Biden opposes takeover of US Steel by Japan’s Nippon Steel


A US Steel site in North Braddock, January 21, 2020 in Pennsylvania (AFP/Archives/Brendan Smialowski)

The takeover of the American steelmaker US Steel by the Japanese Nippon Steel, for nearly $15 billion, hit a major obstacle on Thursday: President Joe Biden, campaigning for a second term, opposes it on behalf of of the defense of American “workers”.

“US Steel has been an iconic company for more than a century, and it is vital that it remains an American company, controlled and managed from the United States,” Joe Biden said in a statement.

“It is important that we maintain strong American steel companies, operated by American workers,” he added.

Concern is particularly strong in Pennsylvania (north-east), the state in which US Steel’s headquarters are located and which will be decisive in the presidential election in November.

The two groups reacted in a joint statement, claiming to have “confidence in the fact that (their) partnership (would be) a success” for employment and the supply chain in the United States, “while strengthening the competitiveness of the U.S. economy and forging resistance against threats from China.”

They recalled that the Japanese group had “clearly indicated that there would be no job cuts, no factory closures or transfers of production as a result of this transaction”.

– “National security” –

“We will continue to defend this operation and are confident that an impartial and thoughtful review will result in its approval,” they concluded.

US Steel shares ended Thursday down 3.36% on the New York Stock Exchange.

A Nippon Steel site on February 16, 2024 in Kitakyushu, Japan

A Nippon Steel site, February 16, 2024 in Kitakyushu, Japan (AFP/Archives/Philip FONG)
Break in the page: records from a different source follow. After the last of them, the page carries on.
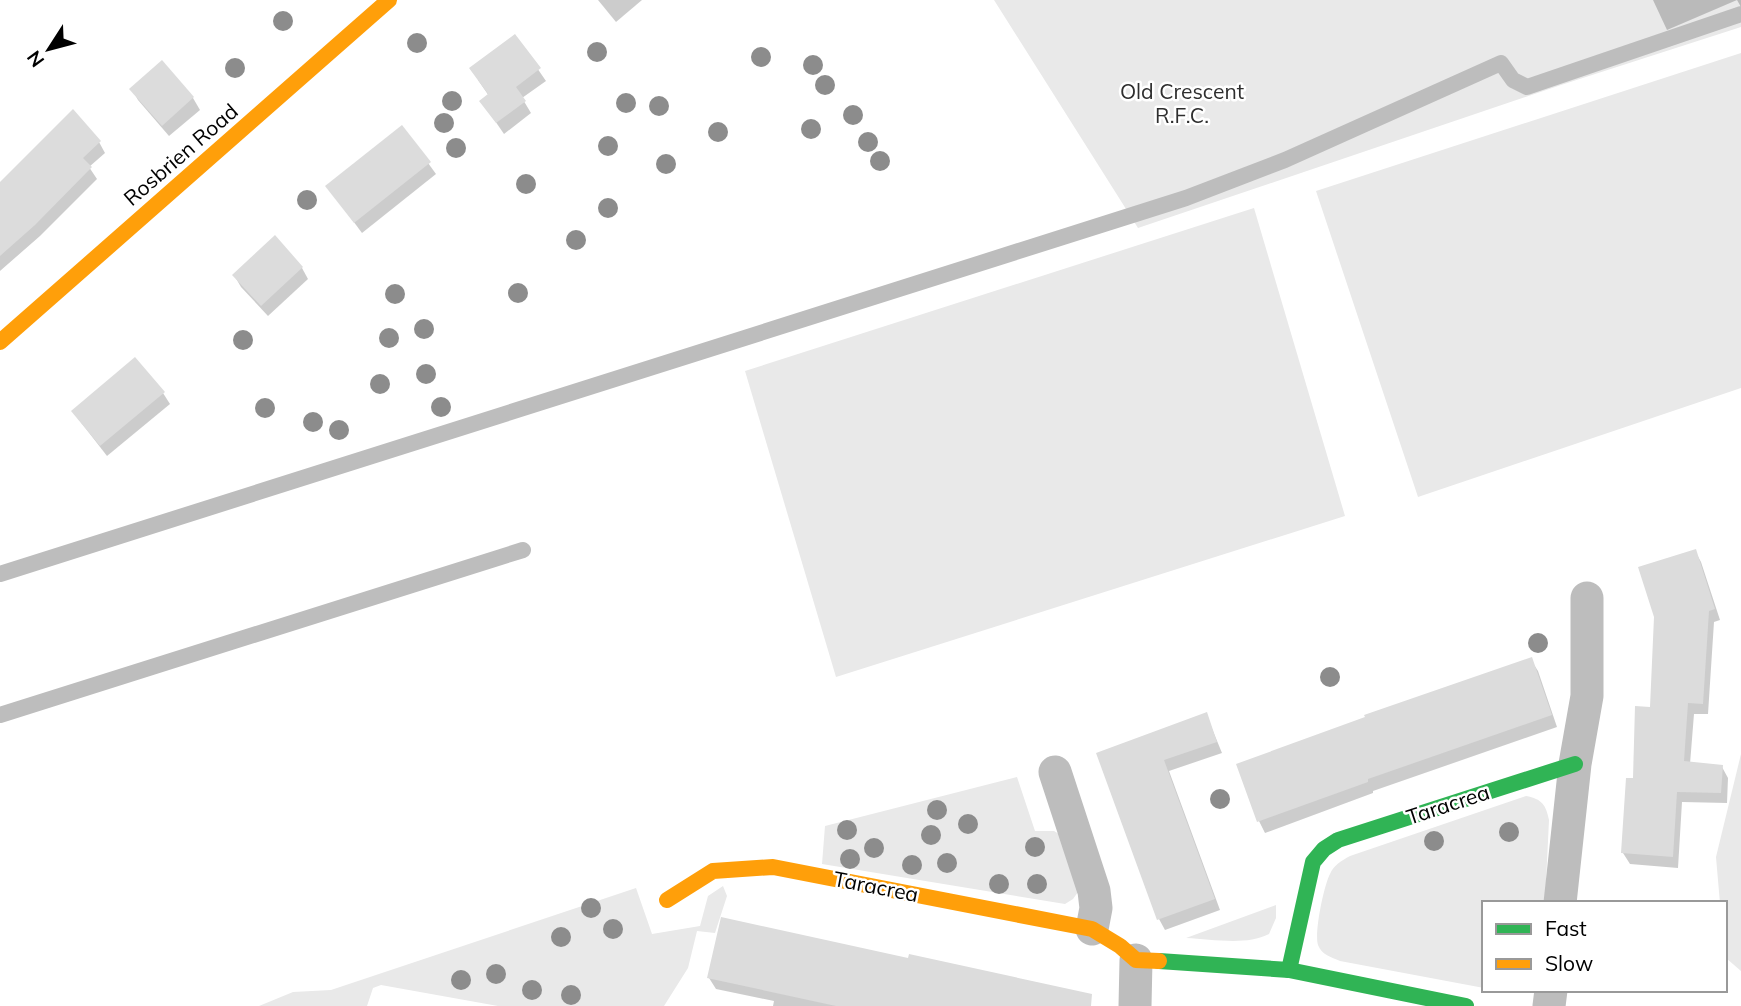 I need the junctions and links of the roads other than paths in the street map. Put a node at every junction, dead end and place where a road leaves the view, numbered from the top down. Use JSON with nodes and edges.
{"nodes":[{"id":1,"x":389,"y":0,"type":"edge"},
{"id":2,"x":1741,"y":14,"type":"edge"},
{"id":3,"x":0,"y":342,"type":"edge"},
{"id":4,"x":523,"y":550,"type":"dead end"},
{"id":5,"x":0,"y":574,"type":"edge"},
{"id":6,"x":1587,"y":598,"type":"dead end"},
{"id":7,"x":0,"y":715,"type":"edge"},
{"id":8,"x":1575,"y":764,"type":"junction"},
{"id":9,"x":1055,"y":772,"type":"dead end"},
{"id":10,"x":667,"y":900,"type":"dead end"},
{"id":11,"x":1560,"y":901,"type":"edge"},
{"id":12,"x":1092,"y":929,"type":"junction"},
{"id":13,"x":1136,"y":960,"type":"junction"},
{"id":14,"x":1289,"y":970,"type":"junction"},
{"id":15,"x":1135,"y":1006,"type":"edge"},
{"id":16,"x":1466,"y":1006,"type":"edge"}],
"edges":[{"from":1,"to":3,"type":"street","name":"Rosbrien Road"},
{"from":2,"to":5,"type":"lane"},
{"from":4,"to":7,"type":"lane"},
{"from":6,"to":8,"type":"street"},
{"from":8,"to":11,"type":"street"},
{"from":8,"to":14,"type":"street","name":"Taracrea"},
{"from":9,"to":12,"type":"street"},
{"from":10,"to":12,"type":"street","name":"Taracrea"},
{"from":12,"to":13,"type":"street","name":"Taracrea"},
{"from":13,"to":14,"type":"street"},
{"from":13,"to":15,"type":"street"},
{"from":14,"to":16,"type":"street"}]} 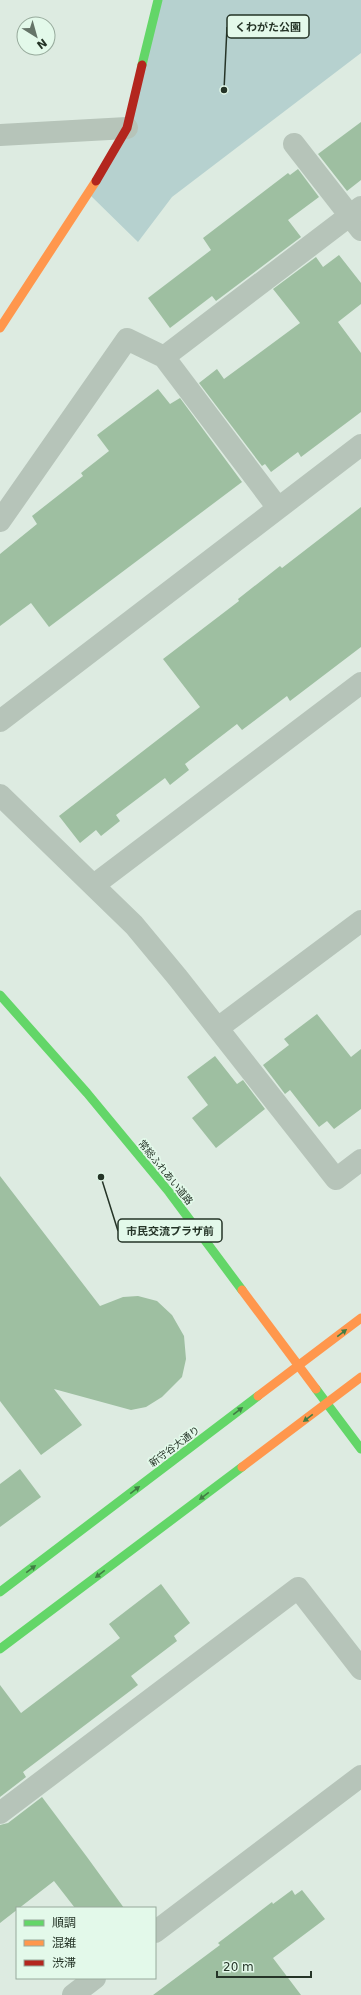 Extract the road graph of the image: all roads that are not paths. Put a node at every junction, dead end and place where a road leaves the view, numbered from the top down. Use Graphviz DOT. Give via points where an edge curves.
graph roads {
  1 [pos="158,0"];
  2 [pos="127,128"];
  3 [pos="0,135"];
  4 [pos="294,144"];
  5 [pos="357,218"];
  6 [pos="1,324"];
  7 [pos="164,357"];
  8 [pos="361,445"];
  9 [pos="278,508"];
  10 [pos="0,521"];
  11 [pos="361,683"];
  12 [pos="0,721"];
  13 [pos="0,795"];
  14 [pos="94,885"];
  15 [pos="361,920"];
  16 [pos="0,995"];
  17 [pos="218,1028"];
  18 [pos="361,1160"];
  19 [pos="361,1318"];
  20 [pos="298,1366"];
  21 [pos="361,1377"];
  22 [pos="326,1404"];
  23 [pos="361,1450"];
  24 [pos="0,1592"];
  25 [pos="0,1649"];
  26 [pos="361,1669"];
  27 [pos="361,1776"];
  28 [pos="0,1813"];
  29 [pos="156,1931"];
  30 [pos="94,1979"];
  31 [pos="72,1995"];
  1 -- 2 [label="street"];
  2 -- 3 [label="street"];
  2 -- 6 [label="street" via="89,194"];
  4 -- 5 [label="street"];
  5 -- 7 [label="street"];
  7 -- 9 [label="street"];
  7 -- 10 [label="street" via="127,339"];
  8 -- 9 [label="street"];
  9 -- 12 [label="street"];
  11 -- 14 [label="street"];
  13 -- 14 [label="street"];
  14 -- 17 [label="street" via="134,925"];
  15 -- 17 [label="street"];
  16 -- 20 [label="street, 常総ふれあい道路" via="87,1093 169,1192"];
  17 -- 18 [label="street" via="336,1179"];
  20 -- 19 [label="street, 新守谷大通り, one-way"];
  20 -- 22 [label="street, 常総ふれあい道路"];
  24 -- 20 [label="street, 新守谷大通り, one-way"];
  21 -- 22 [label="street"];
  22 -- 23 [label="street, 常総ふれあい道路"];
  22 -- 25 [label="street, one-way"];
  26 -- 28 [label="street" via="298,1588"];
  27 -- 29 [label="street"];
  30 -- 31 [label="street"];
} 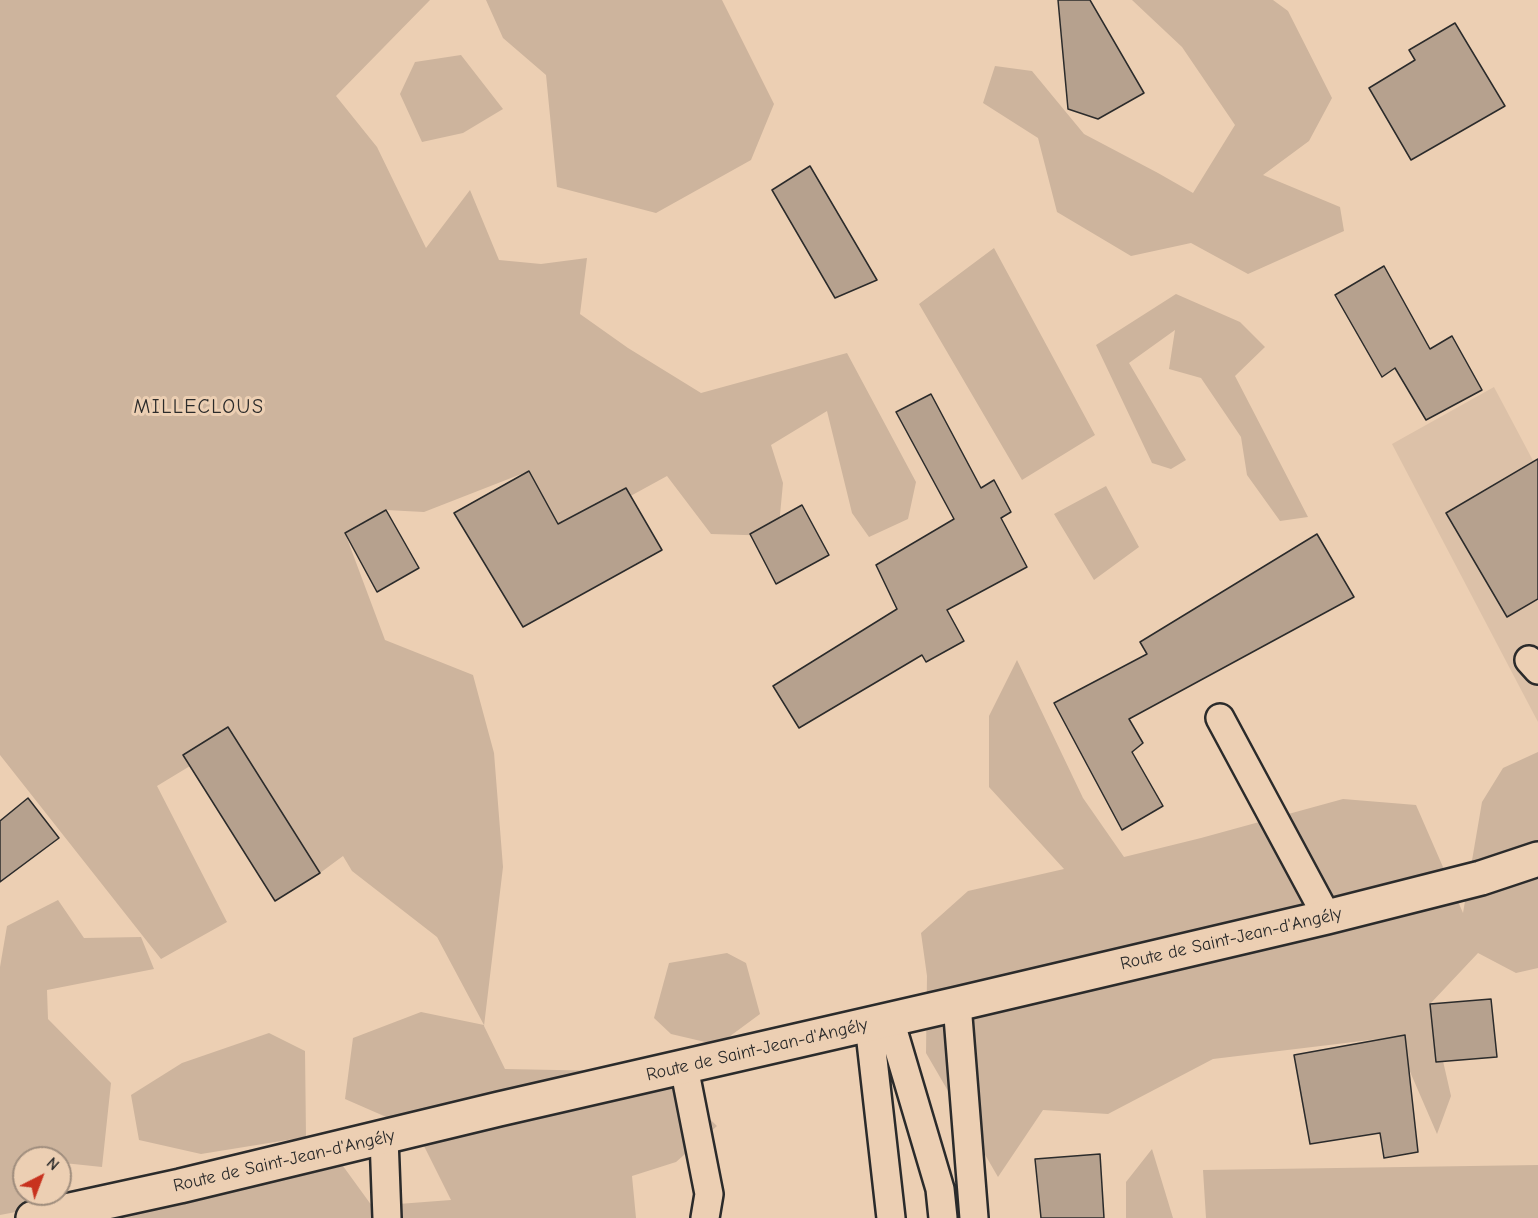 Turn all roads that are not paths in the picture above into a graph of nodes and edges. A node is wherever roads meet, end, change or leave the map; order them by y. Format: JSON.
{"nodes":[{"id":1,"x":1220,"y":718,"type":"dead end"},
{"id":2,"x":1538,"y":859,"type":"edge"},
{"id":3,"x":1538,"y":870,"type":"edge"},
{"id":4,"x":1481,"y":878,"type":"junction"},
{"id":5,"x":1327,"y":917,"type":"junction"},
{"id":6,"x":957,"y":1004,"type":"junction"},
{"id":7,"x":879,"y":1022,"type":"junction"},
{"id":8,"x":684,"y":1067,"type":"junction"},
{"id":9,"x":384,"y":1138,"type":"junction"},
{"id":10,"x":131,"y":1207,"type":"edge"},
{"id":11,"x":33,"y":1218,"type":"edge"},
{"id":12,"x":387,"y":1218,"type":"edge"},
{"id":13,"x":705,"y":1218,"type":"edge"},
{"id":14,"x":891,"y":1218,"type":"edge"},
{"id":15,"x":943,"y":1218,"type":"edge"},
{"id":16,"x":974,"y":1218,"type":"edge"}],
"edges":[{"from":1,"to":5,"type":"lane"},
{"from":2,"to":4,"type":"main road","name":"Route de Saint-Jean-d'Angély"},
{"from":3,"to":4,"type":"main road","name":"Route de Saint-Jean-d'Angély"},
{"from":4,"to":5,"type":"main road","name":"Route de Saint-Jean-d'Angély"},
{"from":5,"to":6,"type":"main road","name":"Route de Saint-Jean-d'Angély"},
{"from":6,"to":7,"type":"main road","name":"Route de Saint-Jean-d'Angély"},
{"from":6,"to":16,"type":"lane"},
{"from":7,"to":8,"type":"main road","name":"Route de Saint-Jean-d'Angély"},
{"from":7,"to":14,"type":"lane"},
{"from":7,"to":15,"type":"lane"},
{"from":8,"to":9,"type":"main road","name":"Route de Saint-Jean-d'Angély"},
{"from":8,"to":13,"type":"lane"},
{"from":9,"to":10,"type":"main road","name":"Route de Saint-Jean-d'Angély"},
{"from":9,"to":12,"type":"lane"},
{"from":10,"to":11,"type":"main road","name":"Route de Saint-Jean-d'Angély"}]}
This announcement, likely to offend Tokyo, comes in the run-up to a state visit by Japanese Prime Minister Fumio Kishida to the White House, scheduled for April 10.

“The alliance with Japan is stronger than ever,” said John Kirby, spokesperson for the National Security Council, on Thursday. “We look forward to this visit.”

For Thibault Denamiel, of the Center for International and Strategic Studies (CSIS), “it would be understandable” if Tokyo “is upset by the lack of reciprocal support” because of “internal political pressures”.

Joe Biden, who presents himself as a defender of American industry, had already worried about “national security” and the “reliability” of steel supplies when the marriage was announced in December.

Republican Donald Trump – who, barring any surprises, will be his opponent in November – promised that he would block him if he returned to the White House, according to comments reported by the American press.

MM. Biden and Trump “are seeking the support of powerful unions which could make the difference in the crucial ‘swing states'”, which could swing the vote to one camp or the other, notes Thibault Denamiel.

Union and political protests have multiplied.

Faced with these fears, the two groups submitted, at the end of December, their project to the government agency responsible for assessing the risk of foreign investments for the national security of the United States, CFIUS.

If the CFIUS considers that a risk exists, it refers it to the President of the United States, who makes the final decision (validation, ban, green light under conditions).

US Steel launched a strategic review in August 2023 after receiving several unsolicited offers for a partial or total buyout.

– “Unfailing support” –

The company had rejected, at the time, an offer from its American competitor Cleveland-Cliffs (CLF), which wanted a total union to form the only American steelmaker in the Top 10 in the world in terms of production volume (31 million tonnes).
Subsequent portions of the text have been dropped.